Requirement: Return all the entries word for word.

Data listing:

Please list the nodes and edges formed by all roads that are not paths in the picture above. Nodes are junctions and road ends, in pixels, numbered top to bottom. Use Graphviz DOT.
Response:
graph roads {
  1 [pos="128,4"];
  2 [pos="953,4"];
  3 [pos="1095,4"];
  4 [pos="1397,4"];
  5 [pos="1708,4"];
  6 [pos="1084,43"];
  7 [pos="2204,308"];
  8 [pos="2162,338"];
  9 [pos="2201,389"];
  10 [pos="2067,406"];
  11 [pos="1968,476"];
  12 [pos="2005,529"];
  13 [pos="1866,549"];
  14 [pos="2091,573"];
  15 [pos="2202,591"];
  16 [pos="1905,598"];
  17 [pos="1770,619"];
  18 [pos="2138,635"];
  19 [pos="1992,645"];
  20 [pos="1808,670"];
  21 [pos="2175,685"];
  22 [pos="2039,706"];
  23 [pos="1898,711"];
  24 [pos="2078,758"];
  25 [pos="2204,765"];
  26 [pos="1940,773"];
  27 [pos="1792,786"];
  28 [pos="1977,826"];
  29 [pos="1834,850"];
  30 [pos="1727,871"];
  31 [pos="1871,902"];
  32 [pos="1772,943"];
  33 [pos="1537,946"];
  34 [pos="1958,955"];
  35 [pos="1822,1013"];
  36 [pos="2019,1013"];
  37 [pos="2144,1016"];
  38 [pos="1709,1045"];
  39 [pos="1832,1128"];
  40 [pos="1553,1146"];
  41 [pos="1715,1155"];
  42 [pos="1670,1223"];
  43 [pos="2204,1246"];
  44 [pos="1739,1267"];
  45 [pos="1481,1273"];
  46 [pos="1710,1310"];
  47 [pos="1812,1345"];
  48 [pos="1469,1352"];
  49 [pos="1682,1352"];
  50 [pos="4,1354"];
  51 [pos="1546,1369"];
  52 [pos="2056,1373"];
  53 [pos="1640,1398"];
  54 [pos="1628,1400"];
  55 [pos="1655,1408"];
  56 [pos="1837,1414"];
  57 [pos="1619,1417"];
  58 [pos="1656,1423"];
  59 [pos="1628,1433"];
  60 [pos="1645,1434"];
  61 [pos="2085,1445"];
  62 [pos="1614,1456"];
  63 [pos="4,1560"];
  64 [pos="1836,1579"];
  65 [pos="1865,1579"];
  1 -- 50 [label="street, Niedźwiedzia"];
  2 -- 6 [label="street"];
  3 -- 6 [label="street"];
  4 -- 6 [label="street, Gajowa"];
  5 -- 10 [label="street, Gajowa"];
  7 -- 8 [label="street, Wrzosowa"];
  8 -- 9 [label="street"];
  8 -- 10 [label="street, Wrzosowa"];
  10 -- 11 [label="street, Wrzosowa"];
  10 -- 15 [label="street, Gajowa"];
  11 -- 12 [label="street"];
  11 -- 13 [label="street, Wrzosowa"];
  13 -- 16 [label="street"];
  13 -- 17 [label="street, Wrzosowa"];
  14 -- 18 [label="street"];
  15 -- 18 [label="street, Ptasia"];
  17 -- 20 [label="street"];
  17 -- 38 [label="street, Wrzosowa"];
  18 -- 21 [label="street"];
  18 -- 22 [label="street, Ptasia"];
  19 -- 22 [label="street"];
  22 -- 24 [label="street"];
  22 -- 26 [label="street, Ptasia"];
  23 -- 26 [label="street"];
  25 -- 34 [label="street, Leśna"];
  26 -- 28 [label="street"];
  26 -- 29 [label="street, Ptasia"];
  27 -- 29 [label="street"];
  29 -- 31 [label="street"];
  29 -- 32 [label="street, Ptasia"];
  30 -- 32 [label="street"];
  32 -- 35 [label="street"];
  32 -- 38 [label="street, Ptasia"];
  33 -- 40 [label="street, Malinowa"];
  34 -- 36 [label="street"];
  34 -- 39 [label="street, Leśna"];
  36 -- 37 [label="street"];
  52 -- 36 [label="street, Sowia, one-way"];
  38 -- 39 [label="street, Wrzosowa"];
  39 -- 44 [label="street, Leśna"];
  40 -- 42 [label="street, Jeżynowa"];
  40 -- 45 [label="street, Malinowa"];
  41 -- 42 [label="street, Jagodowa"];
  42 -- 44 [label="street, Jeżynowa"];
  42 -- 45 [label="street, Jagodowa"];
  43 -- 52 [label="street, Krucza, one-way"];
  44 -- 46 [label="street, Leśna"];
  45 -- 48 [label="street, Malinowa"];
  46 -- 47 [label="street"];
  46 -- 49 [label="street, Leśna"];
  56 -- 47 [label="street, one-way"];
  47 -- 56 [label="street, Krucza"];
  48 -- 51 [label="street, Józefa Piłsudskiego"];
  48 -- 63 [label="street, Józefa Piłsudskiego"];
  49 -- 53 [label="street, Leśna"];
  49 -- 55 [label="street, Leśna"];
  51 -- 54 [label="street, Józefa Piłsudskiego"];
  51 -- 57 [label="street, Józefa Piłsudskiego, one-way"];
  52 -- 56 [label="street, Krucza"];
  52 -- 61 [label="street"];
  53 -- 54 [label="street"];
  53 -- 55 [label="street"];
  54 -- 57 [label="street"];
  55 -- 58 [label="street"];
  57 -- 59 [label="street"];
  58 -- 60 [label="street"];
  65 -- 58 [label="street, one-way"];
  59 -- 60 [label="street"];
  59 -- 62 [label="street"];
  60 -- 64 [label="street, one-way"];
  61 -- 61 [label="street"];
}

Output of the exercise:
Please list the nodes and edges formed by all roads that are not paths in the picture above. Nodes are junctions and road ends, in pixels, numbered top to bottom. Use Graphviz DOT.
Response:
graph roads {
  1 [pos="128,4"];
  2 [pos="953,4"];
  3 [pos="1095,4"];
  4 [pos="1397,4"];
  5 [pos="1708,4"];
  6 [pos="1084,43"];
  7 [pos="2204,308"];
  8 [pos="2162,338"];
  9 [pos="2201,389"];
  10 [pos="2067,406"];
  11 [pos="1968,476"];
  12 [pos="2005,529"];
  13 [pos="1866,549"];
  14 [pos="2091,573"];
  15 [pos="2202,591"];
  16 [pos="1905,598"];
  17 [pos="1770,619"];
  18 [pos="2138,635"];
  19 [pos="1992,645"];
  20 [pos="1808,670"];
  21 [pos="2175,685"];
  22 [pos="2039,706"];
  23 [pos="1898,711"];
  24 [pos="2078,758"];
  25 [pos="2204,765"];
  26 [pos="1940,773"];
  27 [pos="1792,786"];
  28 [pos="1977,826"];
  29 [pos="1834,850"];
  30 [pos="1727,871"];
  31 [pos="1871,902"];
  32 [pos="1772,943"];
  33 [pos="1537,946"];
  34 [pos="1958,955"];
  35 [pos="1822,1013"];
  36 [pos="2019,1013"];
  37 [pos="2144,1016"];
  38 [pos="1709,1045"];
  39 [pos="1832,1128"];
  40 [pos="1553,1146"];
  41 [pos="1715,1155"];
  42 [pos="1670,1223"];
  43 [pos="2204,1246"];
  44 [pos="1739,1267"];
  45 [pos="1481,1273"];
  46 [pos="1710,1310"];
  47 [pos="1812,1345"];
  48 [pos="1469,1352"];
  49 [pos="1682,1352"];
  50 [pos="4,1354"];
  51 [pos="1546,1369"];
  52 [pos="2056,1373"];
  53 [pos="1640,1398"];
  54 [pos="1628,1400"];
  55 [pos="1655,1408"];
  56 [pos="1837,1414"];
  57 [pos="1619,1417"];
  58 [pos="1656,1423"];
  59 [pos="1628,1433"];
  60 [pos="1645,1434"];
  61 [pos="2085,1445"];
  62 [pos="1614,1456"];
  63 [pos="4,1560"];
  64 [pos="1836,1579"];
  65 [pos="1865,1579"];
  1 -- 50 [label="street, Niedźwiedzia"];
  2 -- 6 [label="street"];
  3 -- 6 [label="street"];
  4 -- 6 [label="street, Gajowa"];
  5 -- 10 [label="street, Gajowa"];
  7 -- 8 [label="street, Wrzosowa"];
  8 -- 9 [label="street"];
  8 -- 10 [label="street, Wrzosowa"];
  10 -- 11 [label="street, Wrzosowa"];
  10 -- 15 [label="street, Gajowa"];
  11 -- 12 [label="street"];
  11 -- 13 [label="street, Wrzosowa"];
  13 -- 16 [label="street"];
  13 -- 17 [label="street, Wrzosowa"];
  14 -- 18 [label="street"];
  15 -- 18 [label="street, Ptasia"];
  17 -- 20 [label="street"];
  17 -- 38 [label="street, Wrzosowa"];
  18 -- 21 [label="street"];
  18 -- 22 [label="street, Ptasia"];
  19 -- 22 [label="street"];
  22 -- 24 [label="street"];
  22 -- 26 [label="street, Ptasia"];
  23 -- 26 [label="street"];
  25 -- 34 [label="street, Leśna"];
  26 -- 28 [label="street"];
  26 -- 29 [label="street, Ptasia"];
  27 -- 29 [label="street"];
  29 -- 31 [label="street"];
  29 -- 32 [label="street, Ptasia"];
  30 -- 32 [label="street"];
  32 -- 35 [label="street"];
  32 -- 38 [label="street, Ptasia"];
  33 -- 40 [label="street, Malinowa"];
  34 -- 36 [label="street"];
  34 -- 39 [label="street, Leśna"];
  36 -- 37 [label="street"];
  52 -- 36 [label="street, Sowia, one-way"];
  38 -- 39 [label="street, Wrzosowa"];
  39 -- 44 [label="street, Leśna"];
  40 -- 42 [label="street, Jeżynowa"];
  40 -- 45 [label="street, Malinowa"];
  41 -- 42 [label="street, Jagodowa"];
  42 -- 44 [label="street, Jeżynowa"];
  42 -- 45 [label="street, Jagodowa"];
  43 -- 52 [label="street, Krucza, one-way"];
  44 -- 46 [label="street, Leśna"];
  45 -- 48 [label="street, Malinowa"];
  46 -- 47 [label="street"];
  46 -- 49 [label="street, Leśna"];
  56 -- 47 [label="street, one-way"];
  47 -- 56 [label="street, Krucza"];
  48 -- 51 [label="street, Józefa Piłsudskiego"];
  48 -- 63 [label="street, Józefa Piłsudskiego"];
  49 -- 53 [label="street, Leśna"];
  49 -- 55 [label="street, Leśna"];
  51 -- 54 [label="street, Józefa Piłsudskiego"];
  51 -- 57 [label="street, Józefa Piłsudskiego, one-way"];
  52 -- 56 [label="street, Krucza"];
  52 -- 61 [label="street"];
  53 -- 54 [label="street"];
  53 -- 55 [label="street"];
  54 -- 57 [label="street"];
  55 -- 58 [label="street"];
  57 -- 59 [label="street"];
  58 -- 60 [label="street"];
  65 -- 58 [label="street, one-way"];
  59 -- 60 [label="street"];
  59 -- 62 [label="street"];
  60 -- 64 [label="street, one-way"];
  61 -- 61 [label="street"];
}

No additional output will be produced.